Up to and including the line that holds "Turn all roads", print the data exactly from its first line; do not print the pictures.

--- START ---

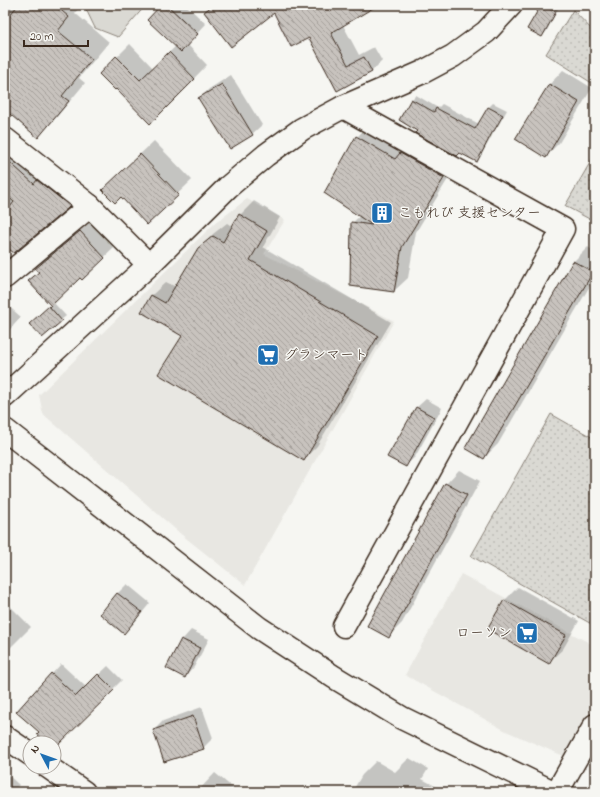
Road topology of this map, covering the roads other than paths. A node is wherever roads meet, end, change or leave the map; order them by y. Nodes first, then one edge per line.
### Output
1 (511, 5) edge
2 (342, 108) junction
3 (5, 139) edge
4 (90, 206) junction
5 (149, 265) junction
6 (5, 277) edge
7 (5, 396) edge
8 (5, 430) edge
9 (344, 626) dead end
10 (595, 725) edge
11 (5, 737) edge
12 (22, 749) edge
13 (60, 775) edge
14 (84, 792) edge
15 (553, 792) edge
16 (557, 792) edge

1 - 2 street
2 - 5 street
2 - 9 street
3 - 4 street
4 - 5 street
4 - 6 street
5 - 7 street
8 - 15 street
10 - 16 street
11 - 12 street
13 - 14 street

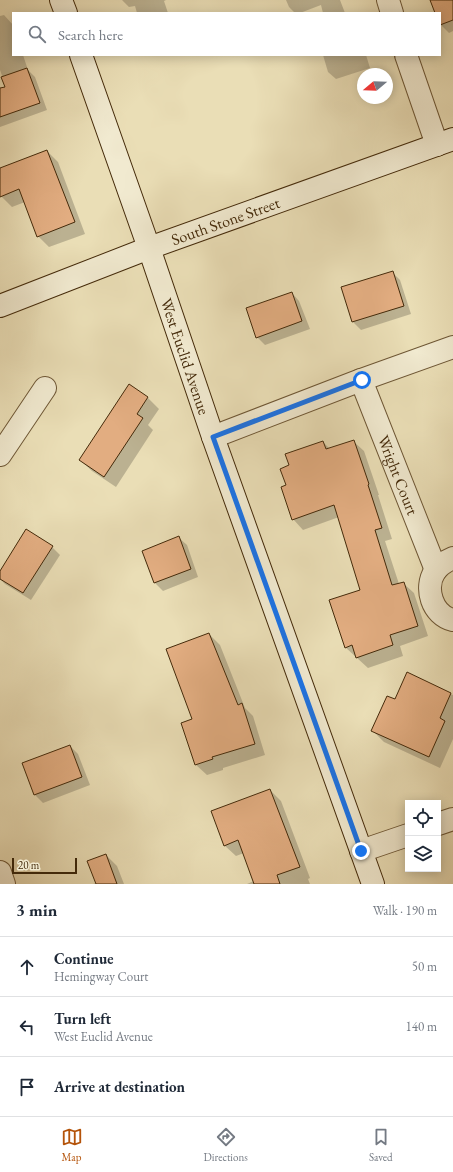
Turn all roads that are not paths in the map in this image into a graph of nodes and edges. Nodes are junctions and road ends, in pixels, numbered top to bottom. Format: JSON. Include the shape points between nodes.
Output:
{"nodes":[{"id":1,"x":61,"y":0,"type":"edge"},
{"id":2,"x":388,"y":0,"type":"edge"},
{"id":3,"x":66,"y":12,"type":"edge"},
{"id":4,"x":392,"y":12,"type":"edge"},
{"id":5,"x":81,"y":56,"type":"edge"},
{"id":6,"x":406,"y":56,"type":"edge"},
{"id":7,"x":445,"y":142,"type":"edge"},
{"id":8,"x":149,"y":248,"type":"junction"},
{"id":9,"x":0,"y":306,"type":"edge"},
{"id":10,"x":453,"y":346,"type":"edge"},
{"id":11,"x":362,"y":380,"type":"junction"},
{"id":12,"x":45,"y":388,"type":"dead end"},
{"id":13,"x":213,"y":437,"type":"junction"},
{"id":14,"x":0,"y":455,"type":"edge"},
{"id":15,"x":444,"y":564,"type":"edge"},
{"id":16,"x":453,"y":620,"type":"edge"},
{"id":17,"x":453,"y":819,"type":"edge"},
{"id":18,"x":441,"y":823,"type":"edge"},
{"id":19,"x":405,"y":836,"type":"edge"},
{"id":20,"x":361,"y":851,"type":"junction"},
{"id":21,"x":0,"y":872,"type":"edge"},
{"id":22,"x":4,"y":884,"type":"edge"},
{"id":23,"x":373,"y":884,"type":"edge"}],
"edges":[{"from":1,"to":3,"type":"street"},
{"from":2,"to":4,"type":"street"},
{"from":5,"to":8,"type":"street","name":"West Euclid Avenue"},
{"from":6,"to":7,"type":"street"},
{"from":7,"to":8,"type":"street","name":"South Stone Street"},
{"from":8,"to":9,"type":"street","name":"South Stone Street"},
{"from":8,"to":13,"type":"street","name":"West Euclid Avenue"},
{"from":10,"to":11,"type":"street"},
{"from":11,"to":13,"type":"street"},
{"from":11,"to":15,"type":"street","name":"Wright Court"},
{"from":12,"to":14,"type":"street"},
{"from":13,"to":20,"type":"street","name":"West Euclid Avenue"},
{"from":15,"to":16,"type":"street","name":"Wright Court","via":[[431,578],[431,597],[434,606]]},
{"from":17,"to":18,"type":"street"},
{"from":19,"to":20,"type":"street"},
{"from":20,"to":23,"type":"street","name":"West Euclid Avenue"},
{"from":21,"to":22,"type":"street"}]}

--- END ---

SOLUTION:
Road topology of this map, covering the roads other than paths. A node is wherever roads meet, end, change or leave the map; order them by y. Nodes first, then one edge per line.
### Output
1 (511, 5) edge
2 (342, 108) junction
3 (5, 139) edge
4 (90, 206) junction
5 (149, 265) junction
6 (5, 277) edge
7 (5, 396) edge
8 (5, 430) edge
9 (344, 626) dead end
10 (595, 725) edge
11 (5, 737) edge
12 (22, 749) edge
13 (60, 775) edge
14 (84, 792) edge
15 (553, 792) edge
16 (557, 792) edge

1 - 2 street
2 - 5 street
2 - 9 street
3 - 4 street
4 - 5 street
4 - 6 street
5 - 7 street
8 - 15 street
10 - 16 street
11 - 12 street
13 - 14 street

Turn all roads that are not paths in the map in this image into a graph of nodes and edges. Nodes are junctions and road ends, in pixels, numbered top to bottom. Format: JSON. Include the shape points between nodes.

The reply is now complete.